Royal Palace, Stockholm, Sweden, +46 8 402 60 00
The Stockholm Bloodbath of 1520 is one of the most macabre events in Swedish history. When Danish King Kristian II successfully invaded Sweden, 92 members of the Swedish nobility who opposed the Dane were beheaded or hanged in Stortorget, the main square in Old Town (Gamla Stan). Some say that people can see their blood flowing across the square’s cobblestones in early November. Should one of the 92 white stones in the red building near where the nobles were murdered—which represent the slain men—be removed, the ghost of the person represented will rise from the dead and haunt the streets of Stockholm for all of eternity.
Possibly Stockholm’s most notorious-haunted building, reports of ghosts at the Palace of Scheffler (known as Spökslottet or ‘the ghost castle’) date from the 18th century. Witnesses have reported seeing mirrors and windows shattering for no reason as well as music and songs filling the air from seemingly out of nowhere. The palace has been the site of a number of murders and disappearances with one former owner (an alleged worshiper of Satan), Jacob von Balthasar Knigge, last seen entering a black carriage being pulled by a coachman with horns and a tail. Meanwhile, a priest who came to exorcise the building was allegedly thrown from an upper window, a famous opera singer committed suicide here, and a young couple was murdered and bricked up behind a wall in the basement. The palace is now owned by Stockholm University, who uses it mostly as a storage space.
No less than Her Majesty Queen Silvia has reported seeing ghosts at Drottningholm Palace, the official residence of the Swedish King and Queen, Queen Silvia describes the ghosts as ‘All very friendly but you sometimes feel that you’re not completely alone’, says that having the ghosts is ‘really exciting’, and reports that she doesn’t get scared. The king’s sister, Princess Christina, backs Queen Silvia, saying that the palace has so much energy it would be strange if it didn’t take the form of guises. Since Drottningholm is open to the public, it may be time for visitors to do a bit of ghost hunting themselves.

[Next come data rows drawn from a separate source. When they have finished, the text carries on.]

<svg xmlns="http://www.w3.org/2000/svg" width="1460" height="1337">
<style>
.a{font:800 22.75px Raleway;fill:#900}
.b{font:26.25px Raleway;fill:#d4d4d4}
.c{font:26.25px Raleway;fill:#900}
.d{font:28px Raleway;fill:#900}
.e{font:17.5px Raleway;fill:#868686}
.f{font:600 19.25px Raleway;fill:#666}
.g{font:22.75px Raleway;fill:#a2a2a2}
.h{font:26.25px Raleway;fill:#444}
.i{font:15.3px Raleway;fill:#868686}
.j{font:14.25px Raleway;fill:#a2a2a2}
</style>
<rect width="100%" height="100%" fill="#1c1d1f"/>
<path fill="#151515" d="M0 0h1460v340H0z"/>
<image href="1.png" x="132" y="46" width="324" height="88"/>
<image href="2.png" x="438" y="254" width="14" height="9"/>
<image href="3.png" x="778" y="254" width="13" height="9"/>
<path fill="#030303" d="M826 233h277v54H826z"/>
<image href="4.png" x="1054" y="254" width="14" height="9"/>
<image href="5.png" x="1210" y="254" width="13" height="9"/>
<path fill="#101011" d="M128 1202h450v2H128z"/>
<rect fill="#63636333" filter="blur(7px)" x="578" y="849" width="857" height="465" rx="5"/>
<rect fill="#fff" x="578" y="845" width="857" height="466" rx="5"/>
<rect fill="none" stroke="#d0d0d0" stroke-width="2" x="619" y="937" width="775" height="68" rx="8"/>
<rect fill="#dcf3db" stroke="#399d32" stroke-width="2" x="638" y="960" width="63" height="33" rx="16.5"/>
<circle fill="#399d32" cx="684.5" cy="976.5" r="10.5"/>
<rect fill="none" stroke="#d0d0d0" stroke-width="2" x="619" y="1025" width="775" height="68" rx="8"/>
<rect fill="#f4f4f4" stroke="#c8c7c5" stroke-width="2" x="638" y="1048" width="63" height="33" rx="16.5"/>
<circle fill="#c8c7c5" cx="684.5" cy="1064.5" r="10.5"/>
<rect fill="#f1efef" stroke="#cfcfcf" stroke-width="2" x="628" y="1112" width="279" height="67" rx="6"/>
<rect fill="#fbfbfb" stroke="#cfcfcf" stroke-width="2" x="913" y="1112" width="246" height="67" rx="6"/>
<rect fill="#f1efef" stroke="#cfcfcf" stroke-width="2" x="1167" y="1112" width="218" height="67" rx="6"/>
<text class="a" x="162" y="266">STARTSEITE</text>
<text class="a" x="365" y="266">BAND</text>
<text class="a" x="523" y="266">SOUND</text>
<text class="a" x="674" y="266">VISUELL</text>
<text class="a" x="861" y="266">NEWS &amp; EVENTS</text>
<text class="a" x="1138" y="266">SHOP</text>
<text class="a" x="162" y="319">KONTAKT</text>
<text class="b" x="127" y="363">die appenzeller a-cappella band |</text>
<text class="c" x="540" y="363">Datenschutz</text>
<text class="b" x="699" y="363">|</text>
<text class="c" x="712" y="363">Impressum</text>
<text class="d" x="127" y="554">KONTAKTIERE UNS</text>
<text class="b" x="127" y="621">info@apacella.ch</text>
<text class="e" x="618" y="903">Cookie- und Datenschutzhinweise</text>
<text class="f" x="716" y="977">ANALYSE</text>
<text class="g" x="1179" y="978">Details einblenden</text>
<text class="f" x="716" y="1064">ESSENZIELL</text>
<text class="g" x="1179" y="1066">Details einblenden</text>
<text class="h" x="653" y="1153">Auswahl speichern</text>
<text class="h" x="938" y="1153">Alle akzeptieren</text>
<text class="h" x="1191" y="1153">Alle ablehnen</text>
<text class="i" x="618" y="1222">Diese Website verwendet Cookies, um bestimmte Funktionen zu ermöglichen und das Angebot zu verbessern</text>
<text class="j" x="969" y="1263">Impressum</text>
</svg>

Drottningholm Palace, 178 02 Drottningholm, Sweden, +46 8 402 62 80
Considered one of the most haunted hotels in the world, Toftaholm Herrgård, located on the edge of Lake Viköstern, is a legend among ghost hunters. The story is a simple one: a young man killed himself in one of the rooms after he was forbidden to marry the daughter of the landowner. The commoner had been carrying on a secret-love affair with the daughter of a rich baron. When the baron discovered the illicit love, he married his daughter off to an older man equal to the baron in wealth and stature; distraught, her true love hanged himself from the rafters of what is now Room 324. The 5-star hotel that occupies the former manor is magnificently appointed with antiques and fabulous views—but guests to this day have reported seeing a young man wandering through the hotel, windows shutting by unknown hands, and strange noises coming from around the time when the young man hanged himself.